I've Seen the Face of Evil...
Would someone please explain to me what the hell this is?!?
Don't say, "Hey Dim, isn't that the crazy-ass evil baby sun thing from the Teletubbies?" Because I already know it is the crazy-ass evil baby sun thing from the Teletubbies. But what IS it? WHY is it?
Is it their god, their maker? The one that gave them all weirdo DirectTV antennae on top of their head and visible zippers running up their back?
Is it their puppet master, who pulls the string and makes them do all of those goofy dances?
Is it their X supplier?
And what's with their names? LaaLaa? Po? Tinky Winky? Dipsy? All sound like things you shout into the big porcelain telephone after a few too many Long Island ice teas. Come on...admit it. You've knelt there, praying for death, and blabbered "tinky winky!" at the water while your own body rebelled against you. Et tu, stomach?
I think this kids' show is completely off its rocker and it has nothing to do with the four Schmoo wannabees who look like they ate too many Lite Brite pieces and somehow grew a TV set in their belly that likes to play white noise that undoubtedly transmits dastardly messages from the crazy-ass evil baby sun, into their phallic antennae. (Hey, Dipsy, I've seen the commercials. They say if it stays like that for more than three hours, you should call a doctor!)
Well, OK, that goes a long way into me thinking this show is off its rocker.

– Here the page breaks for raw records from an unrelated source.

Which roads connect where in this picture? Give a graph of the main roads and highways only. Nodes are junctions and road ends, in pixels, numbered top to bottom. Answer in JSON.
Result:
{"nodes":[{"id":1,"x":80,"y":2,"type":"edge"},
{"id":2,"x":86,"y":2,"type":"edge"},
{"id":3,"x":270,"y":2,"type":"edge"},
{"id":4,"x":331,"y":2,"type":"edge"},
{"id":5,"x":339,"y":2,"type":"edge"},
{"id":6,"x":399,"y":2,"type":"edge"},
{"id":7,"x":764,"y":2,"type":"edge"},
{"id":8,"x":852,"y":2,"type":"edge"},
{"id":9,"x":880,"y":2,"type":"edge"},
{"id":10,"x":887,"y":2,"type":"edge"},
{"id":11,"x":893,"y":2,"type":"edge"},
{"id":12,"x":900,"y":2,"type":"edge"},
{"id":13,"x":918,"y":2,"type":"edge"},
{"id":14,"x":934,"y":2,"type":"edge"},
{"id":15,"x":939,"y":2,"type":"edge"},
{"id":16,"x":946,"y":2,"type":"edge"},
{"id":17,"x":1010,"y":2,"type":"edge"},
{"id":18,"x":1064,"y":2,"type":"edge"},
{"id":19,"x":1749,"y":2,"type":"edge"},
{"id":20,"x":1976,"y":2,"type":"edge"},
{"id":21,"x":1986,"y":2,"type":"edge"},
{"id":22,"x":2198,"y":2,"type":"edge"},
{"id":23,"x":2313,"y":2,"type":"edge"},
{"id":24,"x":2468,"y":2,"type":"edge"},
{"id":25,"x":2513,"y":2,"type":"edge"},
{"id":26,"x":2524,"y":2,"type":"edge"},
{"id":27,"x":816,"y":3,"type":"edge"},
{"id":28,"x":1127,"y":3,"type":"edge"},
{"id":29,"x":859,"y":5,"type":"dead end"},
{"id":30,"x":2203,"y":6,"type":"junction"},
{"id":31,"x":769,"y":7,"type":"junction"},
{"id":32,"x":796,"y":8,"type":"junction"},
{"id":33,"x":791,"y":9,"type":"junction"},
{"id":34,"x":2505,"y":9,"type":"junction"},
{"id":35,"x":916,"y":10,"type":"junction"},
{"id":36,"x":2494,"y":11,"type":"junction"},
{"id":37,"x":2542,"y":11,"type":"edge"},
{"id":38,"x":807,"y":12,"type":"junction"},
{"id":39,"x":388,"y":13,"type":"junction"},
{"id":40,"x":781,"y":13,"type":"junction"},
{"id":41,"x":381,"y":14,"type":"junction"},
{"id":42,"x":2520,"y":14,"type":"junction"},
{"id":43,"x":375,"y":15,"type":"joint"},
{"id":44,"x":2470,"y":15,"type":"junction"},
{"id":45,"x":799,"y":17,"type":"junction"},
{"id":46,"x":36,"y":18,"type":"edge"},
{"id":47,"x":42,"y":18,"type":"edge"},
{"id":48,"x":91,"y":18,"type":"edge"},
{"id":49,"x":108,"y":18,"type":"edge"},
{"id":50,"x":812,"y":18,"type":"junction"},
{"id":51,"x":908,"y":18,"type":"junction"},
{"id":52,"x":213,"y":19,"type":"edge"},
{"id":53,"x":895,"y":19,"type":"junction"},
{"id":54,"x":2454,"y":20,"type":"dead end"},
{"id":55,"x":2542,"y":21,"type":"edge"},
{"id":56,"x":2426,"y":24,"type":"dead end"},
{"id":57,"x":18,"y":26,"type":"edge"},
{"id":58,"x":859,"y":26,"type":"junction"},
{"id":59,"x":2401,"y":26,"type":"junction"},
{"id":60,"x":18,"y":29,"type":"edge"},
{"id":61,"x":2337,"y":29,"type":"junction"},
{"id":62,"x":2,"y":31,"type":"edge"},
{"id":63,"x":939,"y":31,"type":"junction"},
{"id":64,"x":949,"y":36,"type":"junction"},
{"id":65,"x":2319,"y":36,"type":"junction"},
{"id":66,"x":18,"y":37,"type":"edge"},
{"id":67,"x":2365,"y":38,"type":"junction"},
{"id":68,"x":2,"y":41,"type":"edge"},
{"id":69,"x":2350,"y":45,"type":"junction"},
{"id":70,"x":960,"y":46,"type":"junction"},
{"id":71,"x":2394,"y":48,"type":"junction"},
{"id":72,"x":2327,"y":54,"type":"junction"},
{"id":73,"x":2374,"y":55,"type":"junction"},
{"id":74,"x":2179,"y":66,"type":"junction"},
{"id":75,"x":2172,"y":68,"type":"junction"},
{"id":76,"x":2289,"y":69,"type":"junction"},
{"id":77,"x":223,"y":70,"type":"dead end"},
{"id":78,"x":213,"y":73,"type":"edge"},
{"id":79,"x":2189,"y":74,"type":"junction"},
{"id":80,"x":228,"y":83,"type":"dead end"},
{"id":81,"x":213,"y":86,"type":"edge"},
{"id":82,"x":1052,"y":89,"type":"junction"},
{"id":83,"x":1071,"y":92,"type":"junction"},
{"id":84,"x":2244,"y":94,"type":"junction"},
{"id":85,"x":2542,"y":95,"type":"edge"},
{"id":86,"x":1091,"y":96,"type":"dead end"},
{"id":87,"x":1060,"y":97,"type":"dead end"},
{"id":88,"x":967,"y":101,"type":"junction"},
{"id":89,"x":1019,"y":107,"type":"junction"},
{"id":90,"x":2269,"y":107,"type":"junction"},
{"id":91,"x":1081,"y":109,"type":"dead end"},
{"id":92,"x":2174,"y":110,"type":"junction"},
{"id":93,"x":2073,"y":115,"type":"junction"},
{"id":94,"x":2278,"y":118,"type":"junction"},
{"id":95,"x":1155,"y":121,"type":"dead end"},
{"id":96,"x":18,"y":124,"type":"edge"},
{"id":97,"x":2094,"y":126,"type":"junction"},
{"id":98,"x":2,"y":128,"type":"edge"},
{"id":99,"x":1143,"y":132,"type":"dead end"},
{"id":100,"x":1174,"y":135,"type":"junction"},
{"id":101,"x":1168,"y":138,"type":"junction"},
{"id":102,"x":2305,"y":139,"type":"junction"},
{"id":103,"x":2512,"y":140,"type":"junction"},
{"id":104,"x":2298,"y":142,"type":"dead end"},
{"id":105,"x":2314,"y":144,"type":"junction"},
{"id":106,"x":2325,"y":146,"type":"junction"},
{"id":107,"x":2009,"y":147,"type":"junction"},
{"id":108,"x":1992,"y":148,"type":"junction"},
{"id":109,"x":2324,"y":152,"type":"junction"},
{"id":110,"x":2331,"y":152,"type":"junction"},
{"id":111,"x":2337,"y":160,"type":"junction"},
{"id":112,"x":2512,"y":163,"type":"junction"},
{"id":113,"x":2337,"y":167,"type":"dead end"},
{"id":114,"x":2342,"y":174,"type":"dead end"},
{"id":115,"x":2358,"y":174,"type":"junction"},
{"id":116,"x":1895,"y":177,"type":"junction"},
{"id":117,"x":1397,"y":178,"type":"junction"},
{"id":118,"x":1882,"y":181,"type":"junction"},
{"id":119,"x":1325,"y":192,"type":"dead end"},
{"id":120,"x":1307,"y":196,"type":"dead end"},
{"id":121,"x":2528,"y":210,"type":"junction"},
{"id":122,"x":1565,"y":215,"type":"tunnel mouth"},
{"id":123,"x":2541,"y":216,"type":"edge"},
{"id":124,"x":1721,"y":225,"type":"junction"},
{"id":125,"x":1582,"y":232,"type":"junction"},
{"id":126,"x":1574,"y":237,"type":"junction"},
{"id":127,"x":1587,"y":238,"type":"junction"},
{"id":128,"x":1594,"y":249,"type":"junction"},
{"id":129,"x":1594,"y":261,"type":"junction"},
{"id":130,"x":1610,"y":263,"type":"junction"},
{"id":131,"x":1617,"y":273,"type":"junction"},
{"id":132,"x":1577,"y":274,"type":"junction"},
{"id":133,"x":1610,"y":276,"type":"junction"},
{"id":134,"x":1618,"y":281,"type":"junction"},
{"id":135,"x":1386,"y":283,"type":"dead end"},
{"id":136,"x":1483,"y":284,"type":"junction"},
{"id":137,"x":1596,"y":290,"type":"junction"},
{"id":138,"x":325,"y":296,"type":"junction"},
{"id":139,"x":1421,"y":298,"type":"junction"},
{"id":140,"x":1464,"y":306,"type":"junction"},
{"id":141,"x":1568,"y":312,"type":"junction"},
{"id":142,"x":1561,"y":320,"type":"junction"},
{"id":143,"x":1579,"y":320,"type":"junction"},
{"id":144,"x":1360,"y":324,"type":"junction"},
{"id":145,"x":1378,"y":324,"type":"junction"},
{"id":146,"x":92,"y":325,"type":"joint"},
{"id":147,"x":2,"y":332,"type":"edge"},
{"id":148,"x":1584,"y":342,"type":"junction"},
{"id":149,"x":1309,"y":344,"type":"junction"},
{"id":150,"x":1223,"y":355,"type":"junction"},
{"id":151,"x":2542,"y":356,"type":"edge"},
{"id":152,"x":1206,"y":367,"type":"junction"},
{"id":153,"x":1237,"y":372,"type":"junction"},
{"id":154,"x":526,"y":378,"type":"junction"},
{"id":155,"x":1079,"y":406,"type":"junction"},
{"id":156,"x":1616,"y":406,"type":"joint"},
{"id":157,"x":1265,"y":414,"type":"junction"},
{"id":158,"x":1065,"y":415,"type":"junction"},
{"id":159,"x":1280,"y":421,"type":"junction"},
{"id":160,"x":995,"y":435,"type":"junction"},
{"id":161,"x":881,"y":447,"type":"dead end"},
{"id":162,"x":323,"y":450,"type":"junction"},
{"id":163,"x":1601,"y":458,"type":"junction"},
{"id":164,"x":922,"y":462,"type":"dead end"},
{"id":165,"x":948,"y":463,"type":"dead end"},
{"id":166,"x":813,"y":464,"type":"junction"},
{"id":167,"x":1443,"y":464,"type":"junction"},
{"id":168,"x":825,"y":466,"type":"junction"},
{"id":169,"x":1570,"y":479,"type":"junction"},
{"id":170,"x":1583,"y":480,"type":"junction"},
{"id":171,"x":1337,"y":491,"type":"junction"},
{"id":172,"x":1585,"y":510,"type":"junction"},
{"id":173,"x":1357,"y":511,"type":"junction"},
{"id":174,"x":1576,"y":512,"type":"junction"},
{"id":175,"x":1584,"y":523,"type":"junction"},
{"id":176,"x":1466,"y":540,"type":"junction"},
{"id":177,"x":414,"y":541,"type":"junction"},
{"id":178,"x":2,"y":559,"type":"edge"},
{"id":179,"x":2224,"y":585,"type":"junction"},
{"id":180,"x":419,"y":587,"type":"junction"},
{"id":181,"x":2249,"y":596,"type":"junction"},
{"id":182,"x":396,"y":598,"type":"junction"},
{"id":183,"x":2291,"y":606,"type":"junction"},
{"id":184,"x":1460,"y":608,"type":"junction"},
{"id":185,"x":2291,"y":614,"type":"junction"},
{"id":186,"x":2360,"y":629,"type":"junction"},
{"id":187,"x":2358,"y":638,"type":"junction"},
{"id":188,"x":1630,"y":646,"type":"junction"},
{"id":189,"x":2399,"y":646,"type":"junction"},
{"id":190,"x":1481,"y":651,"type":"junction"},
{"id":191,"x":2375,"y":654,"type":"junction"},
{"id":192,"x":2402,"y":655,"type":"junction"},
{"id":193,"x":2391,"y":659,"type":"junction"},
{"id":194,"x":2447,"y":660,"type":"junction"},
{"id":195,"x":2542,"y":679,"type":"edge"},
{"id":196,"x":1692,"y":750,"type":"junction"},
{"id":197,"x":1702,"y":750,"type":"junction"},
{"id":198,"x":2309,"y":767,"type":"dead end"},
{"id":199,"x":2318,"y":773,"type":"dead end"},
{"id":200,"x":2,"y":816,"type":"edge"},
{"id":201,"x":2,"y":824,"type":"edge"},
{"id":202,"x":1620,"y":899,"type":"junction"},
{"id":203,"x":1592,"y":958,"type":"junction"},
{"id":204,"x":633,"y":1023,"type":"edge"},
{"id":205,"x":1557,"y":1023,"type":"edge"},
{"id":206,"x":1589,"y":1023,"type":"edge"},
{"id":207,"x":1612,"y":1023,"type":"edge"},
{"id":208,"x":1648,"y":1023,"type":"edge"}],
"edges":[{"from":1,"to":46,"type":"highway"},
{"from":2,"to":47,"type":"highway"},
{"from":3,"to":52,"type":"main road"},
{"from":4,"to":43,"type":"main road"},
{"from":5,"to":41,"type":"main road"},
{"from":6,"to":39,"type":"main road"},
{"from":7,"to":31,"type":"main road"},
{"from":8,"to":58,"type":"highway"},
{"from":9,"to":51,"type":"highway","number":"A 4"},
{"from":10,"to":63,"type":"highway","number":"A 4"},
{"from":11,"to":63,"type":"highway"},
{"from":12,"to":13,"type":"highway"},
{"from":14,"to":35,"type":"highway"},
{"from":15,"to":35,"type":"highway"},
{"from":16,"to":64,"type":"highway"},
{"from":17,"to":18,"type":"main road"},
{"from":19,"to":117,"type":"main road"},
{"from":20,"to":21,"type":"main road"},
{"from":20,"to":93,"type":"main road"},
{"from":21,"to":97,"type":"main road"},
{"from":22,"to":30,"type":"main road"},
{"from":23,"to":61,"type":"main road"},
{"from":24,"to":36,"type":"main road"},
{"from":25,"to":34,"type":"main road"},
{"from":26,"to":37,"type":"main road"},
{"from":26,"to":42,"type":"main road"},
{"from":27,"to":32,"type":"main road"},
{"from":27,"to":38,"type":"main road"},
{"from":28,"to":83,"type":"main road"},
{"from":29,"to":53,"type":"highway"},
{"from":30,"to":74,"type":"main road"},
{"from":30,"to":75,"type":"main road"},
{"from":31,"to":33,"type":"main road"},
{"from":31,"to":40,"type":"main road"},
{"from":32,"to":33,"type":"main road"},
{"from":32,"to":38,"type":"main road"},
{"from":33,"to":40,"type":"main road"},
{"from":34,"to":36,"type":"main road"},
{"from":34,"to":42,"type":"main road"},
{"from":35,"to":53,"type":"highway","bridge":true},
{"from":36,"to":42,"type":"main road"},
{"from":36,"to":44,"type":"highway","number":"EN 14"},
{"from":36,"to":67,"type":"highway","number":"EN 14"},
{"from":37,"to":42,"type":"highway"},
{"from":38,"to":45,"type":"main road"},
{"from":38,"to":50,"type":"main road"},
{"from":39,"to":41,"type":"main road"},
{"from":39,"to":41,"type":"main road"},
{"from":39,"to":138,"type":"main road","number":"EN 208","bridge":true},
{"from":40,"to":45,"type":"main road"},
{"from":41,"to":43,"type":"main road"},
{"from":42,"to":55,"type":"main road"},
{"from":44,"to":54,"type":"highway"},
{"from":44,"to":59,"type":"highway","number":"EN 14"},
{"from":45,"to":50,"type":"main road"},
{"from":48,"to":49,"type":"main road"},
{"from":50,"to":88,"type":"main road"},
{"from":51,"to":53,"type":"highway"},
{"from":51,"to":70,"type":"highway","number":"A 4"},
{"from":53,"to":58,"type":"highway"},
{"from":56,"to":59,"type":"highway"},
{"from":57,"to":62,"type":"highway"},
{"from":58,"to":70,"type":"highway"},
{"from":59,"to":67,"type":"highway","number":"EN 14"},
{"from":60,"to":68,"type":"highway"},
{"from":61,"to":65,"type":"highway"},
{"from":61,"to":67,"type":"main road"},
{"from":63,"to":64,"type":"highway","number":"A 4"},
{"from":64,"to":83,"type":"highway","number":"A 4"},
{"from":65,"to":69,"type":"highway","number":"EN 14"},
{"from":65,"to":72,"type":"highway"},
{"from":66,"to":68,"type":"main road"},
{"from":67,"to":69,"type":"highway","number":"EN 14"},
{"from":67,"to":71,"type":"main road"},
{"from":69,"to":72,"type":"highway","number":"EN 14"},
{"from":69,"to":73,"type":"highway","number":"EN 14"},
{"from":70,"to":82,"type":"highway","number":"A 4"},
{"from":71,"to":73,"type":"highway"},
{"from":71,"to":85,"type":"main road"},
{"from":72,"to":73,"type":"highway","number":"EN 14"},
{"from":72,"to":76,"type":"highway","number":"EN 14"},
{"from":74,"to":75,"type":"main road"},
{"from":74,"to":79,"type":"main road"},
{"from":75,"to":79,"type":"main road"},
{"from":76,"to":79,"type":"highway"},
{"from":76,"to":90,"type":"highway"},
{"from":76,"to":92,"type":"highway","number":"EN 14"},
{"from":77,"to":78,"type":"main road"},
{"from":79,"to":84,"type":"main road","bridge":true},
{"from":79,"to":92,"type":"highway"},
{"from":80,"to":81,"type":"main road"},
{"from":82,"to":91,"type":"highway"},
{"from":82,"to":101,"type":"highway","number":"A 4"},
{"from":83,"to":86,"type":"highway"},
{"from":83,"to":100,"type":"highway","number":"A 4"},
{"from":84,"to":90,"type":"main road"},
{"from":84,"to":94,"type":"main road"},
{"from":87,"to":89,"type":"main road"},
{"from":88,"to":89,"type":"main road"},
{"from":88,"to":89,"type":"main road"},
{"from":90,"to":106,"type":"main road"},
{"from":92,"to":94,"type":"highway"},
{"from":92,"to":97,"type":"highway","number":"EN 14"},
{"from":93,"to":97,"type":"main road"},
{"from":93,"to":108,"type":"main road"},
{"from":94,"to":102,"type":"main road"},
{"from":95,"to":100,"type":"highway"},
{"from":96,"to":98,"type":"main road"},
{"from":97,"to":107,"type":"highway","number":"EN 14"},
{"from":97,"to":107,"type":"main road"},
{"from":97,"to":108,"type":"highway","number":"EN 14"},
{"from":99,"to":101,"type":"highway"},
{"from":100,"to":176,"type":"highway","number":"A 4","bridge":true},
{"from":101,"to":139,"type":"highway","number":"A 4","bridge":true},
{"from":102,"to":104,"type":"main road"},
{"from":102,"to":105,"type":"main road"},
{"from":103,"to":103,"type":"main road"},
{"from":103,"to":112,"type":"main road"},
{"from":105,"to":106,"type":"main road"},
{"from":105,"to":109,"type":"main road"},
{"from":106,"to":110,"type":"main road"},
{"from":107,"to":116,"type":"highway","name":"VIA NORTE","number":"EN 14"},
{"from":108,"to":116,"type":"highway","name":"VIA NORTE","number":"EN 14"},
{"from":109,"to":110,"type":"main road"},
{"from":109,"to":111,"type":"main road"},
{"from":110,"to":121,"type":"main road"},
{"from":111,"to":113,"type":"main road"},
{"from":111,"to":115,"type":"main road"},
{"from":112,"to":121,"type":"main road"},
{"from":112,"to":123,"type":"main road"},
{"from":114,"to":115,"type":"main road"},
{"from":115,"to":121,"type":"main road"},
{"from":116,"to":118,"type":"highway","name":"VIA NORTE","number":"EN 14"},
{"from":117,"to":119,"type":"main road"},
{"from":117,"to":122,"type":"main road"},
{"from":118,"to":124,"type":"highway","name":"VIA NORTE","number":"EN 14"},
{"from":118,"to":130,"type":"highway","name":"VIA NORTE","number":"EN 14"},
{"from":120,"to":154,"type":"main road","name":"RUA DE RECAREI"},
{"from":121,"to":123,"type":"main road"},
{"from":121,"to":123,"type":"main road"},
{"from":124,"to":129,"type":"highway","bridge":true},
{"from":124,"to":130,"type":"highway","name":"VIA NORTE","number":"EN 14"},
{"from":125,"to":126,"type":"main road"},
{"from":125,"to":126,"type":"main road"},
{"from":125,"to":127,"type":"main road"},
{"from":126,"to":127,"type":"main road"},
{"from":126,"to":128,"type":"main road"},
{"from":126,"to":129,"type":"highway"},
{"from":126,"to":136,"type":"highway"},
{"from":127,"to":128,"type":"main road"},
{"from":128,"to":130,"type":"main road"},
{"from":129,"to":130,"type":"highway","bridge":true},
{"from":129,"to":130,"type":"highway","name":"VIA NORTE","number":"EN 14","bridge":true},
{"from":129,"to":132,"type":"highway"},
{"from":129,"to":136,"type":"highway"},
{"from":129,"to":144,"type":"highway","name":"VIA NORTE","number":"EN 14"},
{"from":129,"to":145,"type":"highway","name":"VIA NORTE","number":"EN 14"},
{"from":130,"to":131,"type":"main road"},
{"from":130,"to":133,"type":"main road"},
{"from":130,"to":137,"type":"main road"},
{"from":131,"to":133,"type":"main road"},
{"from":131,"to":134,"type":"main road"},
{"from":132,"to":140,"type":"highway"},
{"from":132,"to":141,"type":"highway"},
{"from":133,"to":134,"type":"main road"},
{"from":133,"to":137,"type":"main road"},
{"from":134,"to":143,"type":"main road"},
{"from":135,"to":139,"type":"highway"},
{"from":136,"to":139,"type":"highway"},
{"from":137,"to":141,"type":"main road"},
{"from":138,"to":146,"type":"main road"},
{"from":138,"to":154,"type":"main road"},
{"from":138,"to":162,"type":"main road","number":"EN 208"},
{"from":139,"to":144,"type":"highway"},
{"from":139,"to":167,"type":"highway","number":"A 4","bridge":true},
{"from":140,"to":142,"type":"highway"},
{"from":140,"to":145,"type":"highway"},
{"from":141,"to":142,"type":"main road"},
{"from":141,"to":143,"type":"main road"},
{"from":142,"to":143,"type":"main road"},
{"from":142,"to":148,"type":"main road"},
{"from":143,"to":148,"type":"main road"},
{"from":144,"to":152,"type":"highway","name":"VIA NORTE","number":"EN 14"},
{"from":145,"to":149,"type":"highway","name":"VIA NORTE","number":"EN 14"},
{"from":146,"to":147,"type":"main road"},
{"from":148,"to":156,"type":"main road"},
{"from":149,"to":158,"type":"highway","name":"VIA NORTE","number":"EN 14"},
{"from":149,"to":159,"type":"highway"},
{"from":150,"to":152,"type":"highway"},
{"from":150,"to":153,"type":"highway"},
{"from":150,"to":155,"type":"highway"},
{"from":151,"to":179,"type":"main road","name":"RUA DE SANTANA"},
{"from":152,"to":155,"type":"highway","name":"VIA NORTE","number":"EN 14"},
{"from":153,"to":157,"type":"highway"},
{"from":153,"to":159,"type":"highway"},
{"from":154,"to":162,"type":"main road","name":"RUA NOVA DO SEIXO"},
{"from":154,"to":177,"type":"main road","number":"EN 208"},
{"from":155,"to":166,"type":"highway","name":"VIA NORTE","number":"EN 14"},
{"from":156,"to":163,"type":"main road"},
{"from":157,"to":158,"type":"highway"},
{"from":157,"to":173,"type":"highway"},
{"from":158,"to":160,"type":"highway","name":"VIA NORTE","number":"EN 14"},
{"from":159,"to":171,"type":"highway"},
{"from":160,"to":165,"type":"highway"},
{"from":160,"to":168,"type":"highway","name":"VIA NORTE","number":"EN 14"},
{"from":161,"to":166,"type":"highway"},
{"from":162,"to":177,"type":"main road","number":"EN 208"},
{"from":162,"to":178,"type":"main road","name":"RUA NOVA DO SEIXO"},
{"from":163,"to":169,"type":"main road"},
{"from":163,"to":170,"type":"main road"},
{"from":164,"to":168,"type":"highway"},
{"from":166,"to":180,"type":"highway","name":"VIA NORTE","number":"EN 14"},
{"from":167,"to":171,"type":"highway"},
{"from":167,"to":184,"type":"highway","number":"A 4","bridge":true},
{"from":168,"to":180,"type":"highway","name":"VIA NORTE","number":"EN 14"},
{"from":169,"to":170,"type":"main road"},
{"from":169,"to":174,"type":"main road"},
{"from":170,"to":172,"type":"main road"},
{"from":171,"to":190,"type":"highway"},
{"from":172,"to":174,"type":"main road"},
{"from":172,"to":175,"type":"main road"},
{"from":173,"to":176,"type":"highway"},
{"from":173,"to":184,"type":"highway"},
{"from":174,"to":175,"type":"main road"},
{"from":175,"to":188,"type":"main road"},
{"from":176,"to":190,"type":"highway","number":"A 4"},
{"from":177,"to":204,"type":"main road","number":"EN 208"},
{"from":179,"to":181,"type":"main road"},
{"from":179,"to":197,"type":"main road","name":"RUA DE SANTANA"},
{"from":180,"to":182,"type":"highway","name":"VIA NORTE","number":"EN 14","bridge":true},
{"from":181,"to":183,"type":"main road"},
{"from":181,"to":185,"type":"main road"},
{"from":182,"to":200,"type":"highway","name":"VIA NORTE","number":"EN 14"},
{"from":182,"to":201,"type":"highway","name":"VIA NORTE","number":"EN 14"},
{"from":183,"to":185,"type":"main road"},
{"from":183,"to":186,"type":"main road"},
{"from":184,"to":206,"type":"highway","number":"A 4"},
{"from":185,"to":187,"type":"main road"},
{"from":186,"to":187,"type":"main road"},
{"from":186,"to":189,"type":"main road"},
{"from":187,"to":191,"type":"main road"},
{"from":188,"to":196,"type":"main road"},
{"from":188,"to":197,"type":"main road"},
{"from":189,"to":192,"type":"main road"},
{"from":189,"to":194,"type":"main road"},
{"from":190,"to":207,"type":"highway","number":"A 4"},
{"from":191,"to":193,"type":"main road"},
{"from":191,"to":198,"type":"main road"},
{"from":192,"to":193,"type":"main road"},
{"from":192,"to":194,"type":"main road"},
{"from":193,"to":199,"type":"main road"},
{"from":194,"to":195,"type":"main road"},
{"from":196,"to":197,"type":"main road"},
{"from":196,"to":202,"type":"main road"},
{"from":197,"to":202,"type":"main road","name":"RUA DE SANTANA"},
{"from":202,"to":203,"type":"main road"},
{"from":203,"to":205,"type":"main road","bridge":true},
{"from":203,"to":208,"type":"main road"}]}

All the kid shows I remember watching while growing up all seemed so normal, so not drug-induced. Why do we have to be subjected to the crazy-ass evil baby sun? Why can't there just be normal and well-adjusted children's programming like in the good ol' days?
Well, I'm off to visit my green pain-in-the-ass friend who lives in a trash can after consulting with a hairy elephant that only I can see.
Good night. And don't let the Fraggles bite.
Dim.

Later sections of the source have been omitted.